Thursday, May 19, 2011

The Stick of Self-Loathing





Similar to a jockey riding a race horse in the Kentucky Derby, whipping the horse's rump to make it perform better, I have found that self-loathing is the stick I use to beat myself when I fail. This is the stick I use to spur myself on to a better course of action, to a better performance.






"What a failure you are!"                                        "You are disgusting."

                          "You are so fat."                                                   "You are a hopeless disappointment."

"Geeze. Gross."                           "You're pathetic."


Words that I would never speak to a living soul, I breathe into my own heart.

And I didn't even realize that I was doing it.

Until now.


The truth is, self-loathing does motivate, but it does not do so for long. It can only motivate while I am beating myself with it mercilessly. Once the beating stops, so does the motivation. This sort of thought process slaps the face of my Creator, for it speaks lies and curses to the very core of who I am -- words that He would never speak to me or over me, words that He does not agree with. This is definitely not the life that He's told me is mine -- a life of freedom, beauty, light, health and love. The life of self-loathing is one of darkness, shame, guilt, and hatred -- and this is not what He chose for me.

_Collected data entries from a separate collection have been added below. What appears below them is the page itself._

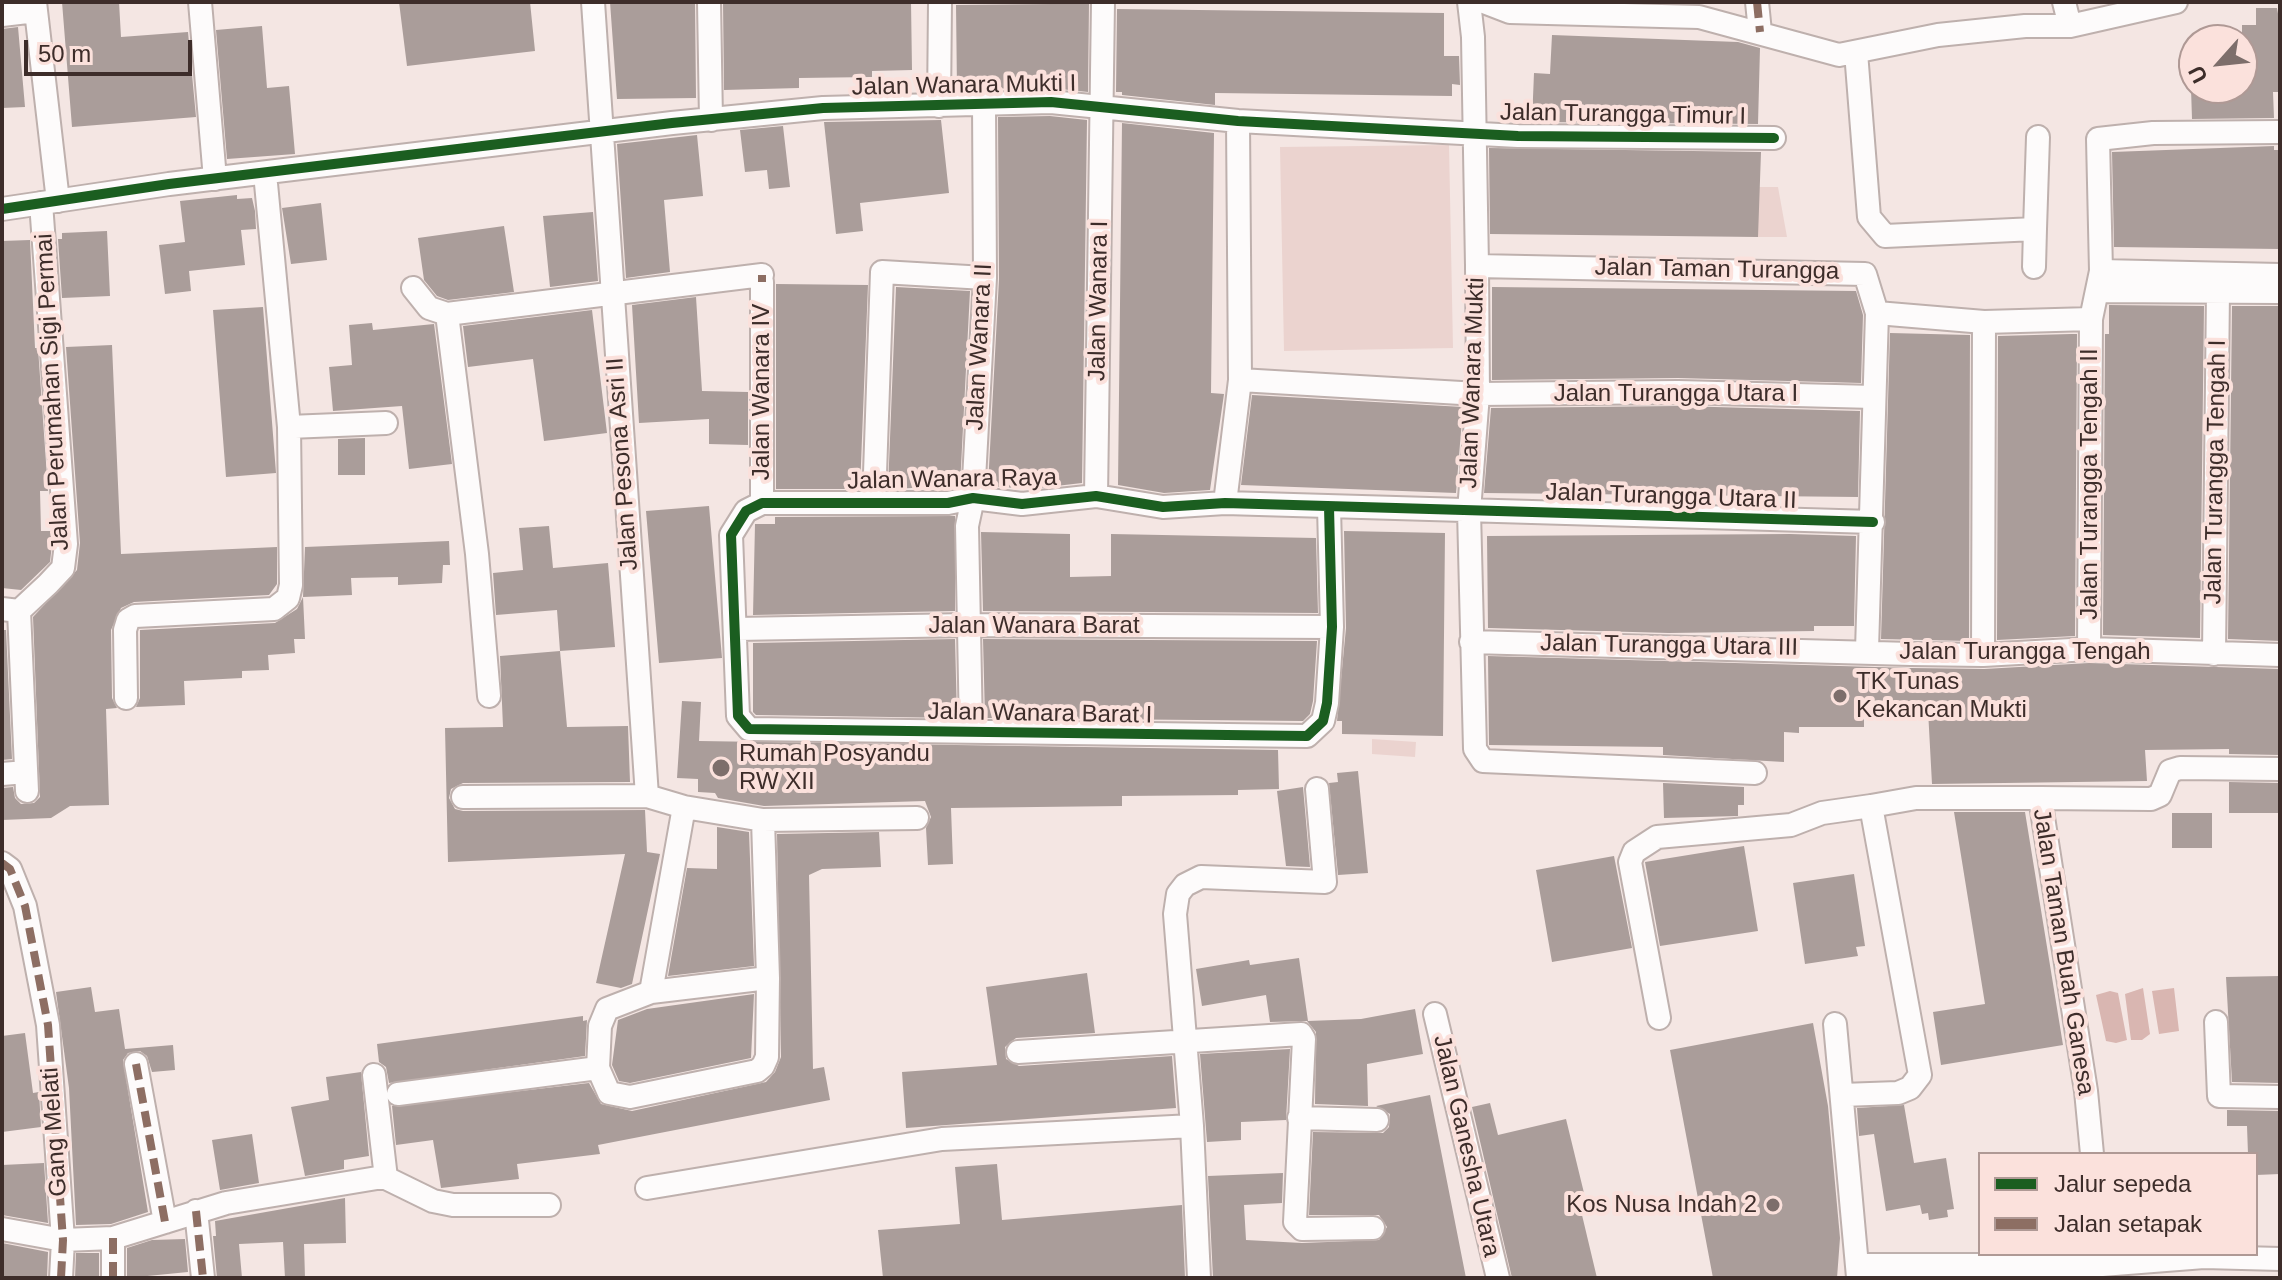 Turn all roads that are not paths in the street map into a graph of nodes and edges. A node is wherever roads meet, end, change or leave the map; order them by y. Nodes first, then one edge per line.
1 (200, 2) edge
2 (593, 2) edge
3 (709, 2) edge
4 (940, 2) edge
5 (1103, 2) edge
6 (1469, 2) edge
7 (1484, 2) edge
8 (1757, 2) edge
9 (2064, 2) edge
10 (2176, 2) edge
11 (36, 6) edge
12 (2, 15) edge
13 (2070, 26) junction
14 (1760, 32) junction
15 (1856, 52) junction
16 (984, 105) junction
17 (1102, 105) junction
18 (939, 106) junction
19 (711, 120) junction
20 (1238, 121) junction
21 (1472, 131) junction
22 (600, 132) junction
23 (2280, 132) edge
24 (2038, 137) dead end
25 (1774, 138) dead end
26 (265, 173) junction
27 (215, 179) junction
28 (50, 202) junction
29 (2, 209) edge
30 (2035, 229) junction
31 (1477, 266) junction
32 (2034, 267) dead end
33 (2280, 275) edge
34 (985, 278) junction
35 (2099, 281) junction
36 (2203, 285) junction
37 (413, 288) dead end
38 (2280, 292) edge
39 (612, 293) junction
40 (1877, 313) junction
41 (447, 314) junction
42 (2091, 319) junction
43 (1984, 322) junction
44 (1240, 380) junction
45 (1478, 394) junction
46 (1874, 397) junction
47 (386, 423) dead end
48 (289, 427) junction
49 (1096, 496) junction
50 (973, 498) junction
51 (874, 502) junction
52 (762, 503) junction
53 (1225, 503) junction
54 (1329, 507) junction
55 (1469, 511) junction
56 (1873, 522) junction
57 (11, 610) edge
58 (968, 625) junction
59 (1332, 627) junction
60 (736, 629) junction
61 (1471, 642) junction
62 (2089, 649) junction
63 (1867, 650) junction
64 (2214, 654) junction
65 (1983, 655) junction
66 (2280, 655) edge
67 (12, 671) edge
68 (489, 696) dead end
69 (126, 698) dead end
70 (971, 732) junction
71 (2280, 769) edge
72 (1755, 773) dead end
73 (2, 774) edge
74 (1317, 789) dead end
75 (647, 796) junction
76 (463, 797) dead end
77 (2040, 798) junction
78 (1871, 806) junction
79 (684, 807) junction
80 (917, 818) dead end
81 (763, 820) junction
82 (2, 863) edge
83 (768, 978) junction
84 (651, 992) junction
85 (1435, 1014) dead end
86 (1659, 1018) dead end
87 (2216, 1022) dead end
88 (1835, 1024) dead end
89 (1186, 1041) junction
90 (1018, 1052) dead end
91 (136, 1064) dead end
92 (598, 1068) junction
93 (374, 1075) dead end
94 (398, 1094) dead end
95 (1842, 1095) junction
96 (2280, 1097) edge
97 (1299, 1118) junction
98 (1377, 1120) dead end
99 (1192, 1126) junction
100 (2092, 1152) edge
101 (386, 1178) junction
102 (647, 1188) dead end
103 (549, 1205) dead end
104 (196, 1211) junction
105 (165, 1222) junction
106 (1373, 1228) dead end
107 (2, 1229) edge
108 (113, 1238) junction
109 (63, 1240) junction
110 (2102, 1259) edge
111 (2280, 1259) edge
112 (2204, 1267) edge
113 (1858, 1271) edge
114 (61, 1278) edge
115 (113, 1278) edge
116 (203, 1278) edge
117 (1199, 1278) edge
118 (1498, 1278) edge

1 - 27 street
2 - 22 street, Jalan Pesona Asri II
3 - 19 street
4 - 18 street
5 - 17 street, Jalan Wanara I
6 - 21 street, Jalan Wanara Mukti
7 - 14 street
8 - 14 street
9 - 13 street
10 - 13 street
11 - 12 street
11 - 28 street, Jalan Perumahan Sigi Permai
13 - 15 street
14 - 15 street
15 - 30 street
16 - 17 street, Jalan Wanara Mukti I
16 - 18 street, Jalan Wanara Mukti I
16 - 34 street, Jalan Wanara II
17 - 20 street, Jalan Wanara Mukti I
17 - 49 street, Jalan Wanara I
18 - 19 street, Jalan Wanara Mukti I
19 - 22 street, Jalan Wanara Mukti I
20 - 21 street, Jalan Wanara Mukti I
20 - 44 street
21 - 25 street, Jalan Turangga Timur I
21 - 31 street, Jalan Wanara Mukti
22 - 26 street, Jalan Wanara Mukti I
22 - 39 street, Jalan Pesona Asri II
23 - 35 street
24 - 30 street
26 - 27 street, Jalan Wanara Mukti I
26 - 48 street
27 - 28 street, Jalan Wanara Mukti I
28 - 29 street, Jalan Wanara Mukti I
28 - 57 street, Jalan Perumahan Sigi Permai
30 - 32 street
31 - 40 street, Jalan Taman Turangga
31 - 45 street, Jalan Wanara Mukti
33 - 36 street
34 - 50 street, Jalan Wanara II
34 - 51 street
35 - 36 street
35 - 42 street
36 - 38 street
36 - 64 street, Jalan Turangga Tengah I
37 - 41 street
39 - 41 street
39 - 52 street, Jalan Wanara IV
39 - 75 street, Jalan Pesona Asri II
40 - 43 street
40 - 46 street
41 - 68 street
42 - 43 street
42 - 62 street, Jalan Turangga Tengah II
43 - 65 street
44 - 45 street, Jalan Turangga Utara I
44 - 53 street
45 - 46 street, Jalan Turangga Utara I
45 - 55 street, Jalan Wanara Mukti
46 - 56 street
47 - 48 street
48 - 69 street
49 - 50 street, Jalan Wanara Raya
49 - 53 street, Jalan Wanara Raya
50 - 51 street, Jalan Wanara Raya
50 - 58 street, Jalan Wanara II
51 - 52 street, Jalan Wanara Raya
52 - 60 street
53 - 54 street, Jalan Wanara Raya
54 - 55 street, Jalan Wanara Raya
54 - 59 street
55 - 56 street, Jalan Turangga Utara II
55 - 61 street, Jalan Wanara Mukti
56 - 63 street
57 - 67 street, Jalan Perumahan Sigi Permai
58 - 59 street, Jalan Wanara Barat
58 - 60 street, Jalan Wanara Barat
58 - 70 street, Jalan Wanara II
59 - 70 street, Jalan Wanara Barat I
60 - 70 street, Jalan Wanara Barat I
61 - 63 street, Jalan Turangga Utara III
61 - 72 street, Jalan Wanara Mukti
62 - 64 street, Jalan Turangga Tengah
62 - 65 street, Jalan Turangga Tengah
63 - 65 street, Jalan Turangga Tengah
64 - 66 street, Jalan Turangga Tengah
67 - 73 street, Jalan Perumahan Sigi Permai
71 - 77 street
74 - 89 street
75 - 76 street
75 - 79 street
77 - 78 street, Jalan Taman Buah Ganesa
77 - 100 street, Jalan Taman Buah Ganesa
78 - 86 street, Jalan Taman Buah Ganesa
78 - 95 street
79 - 81 street
79 - 84 street
80 - 81 street
81 - 83 street
82 - 109 street, Gang Melati
83 - 84 street
83 - 92 street
84 - 92 street
85 - 118 street, Jalan Ganesha Utara
87 - 96 street
88 - 95 street
89 - 90 street
89 - 97 street
89 - 99 street
91 - 105 street
92 - 94 street
93 - 101 street
95 - 113 street
97 - 98 street
97 - 106 street
99 - 102 street
99 - 117 street
101 - 103 street
101 - 104 street
104 - 105 street
104 - 116 street
105 - 108 street
107 - 109 street
108 - 109 street
108 - 115 street
109 - 114 street, Gang Melati
110 - 112 street
110 - 113 street
111 - 112 street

This is not why He suffered the cross. This is not His best for me.

I have just come to hear these words (that I have been speaking to myself my entire life) over the past few weeks. Like molten lava below the crust of my life, this destructive force begins to pour from below the surface whenever a failure of mine cracks the surface of my I've-got-it-together crust. And with it, this lava brings destruction and death.

A few recent incidents began to crack the hardened crust of my life, allowing this fiery hatred to pour forth into my consciousness.


I got my first speeding ticket EVER. (I'm thirty-five.)

I popped a tire on my van when I hit a curb from taking the corner too fast.

I gained a clothes-are-getting-too-tight amount of weight.



I began see words like "failure" and "disgusting" and "gross" and "horrendous" and "shameful" erupt into my mind. These words -- while so familiar -- were now discordant with the truth He has been revealing to my heart over the past months and years. "Where did these come from?" I wondered. Ah, sweetheart, He said, they have been there all along. But they have played well with the melody of your previous life -- that you were not loved, not good enough, not delighted in. Now that you know that this old melody is not your true heart's song, these curses you have spoken over yourself for years in order to perform better -- these don't sound right with the new melody I've given you, do they?

In His grace, the Lord has chosen now as the time for me to begin to face some of my self-loathing. He has chosen now as the time to begin the process of healing and freedom. He has chosen now to begin to re-train my thinking and to breathe His truth into my thinking about myself.

And He used my recent failings so that He could bring this to my attention.

You see, as long as I am "succeeding" at controlling myself and my environment -- as long as there are no "cracks" in the crust of my life -- the self-loathing just simmers deeply below the surface. There is no need to pull out my "beating stick" because I'm doing all right. But when I fail . . . well, watch out. Here comes the lava which I will quickly fashion into a stick. And here we go again with the beating.

But I'm at a loss. If beating myself into the right course of action is not how I'm supposed to respond to failure in order to bring about change, then what in the world is this process supposed to look? God doesn't want me to over-eat, to get speeding tickets, to continue to replace tires. Does He?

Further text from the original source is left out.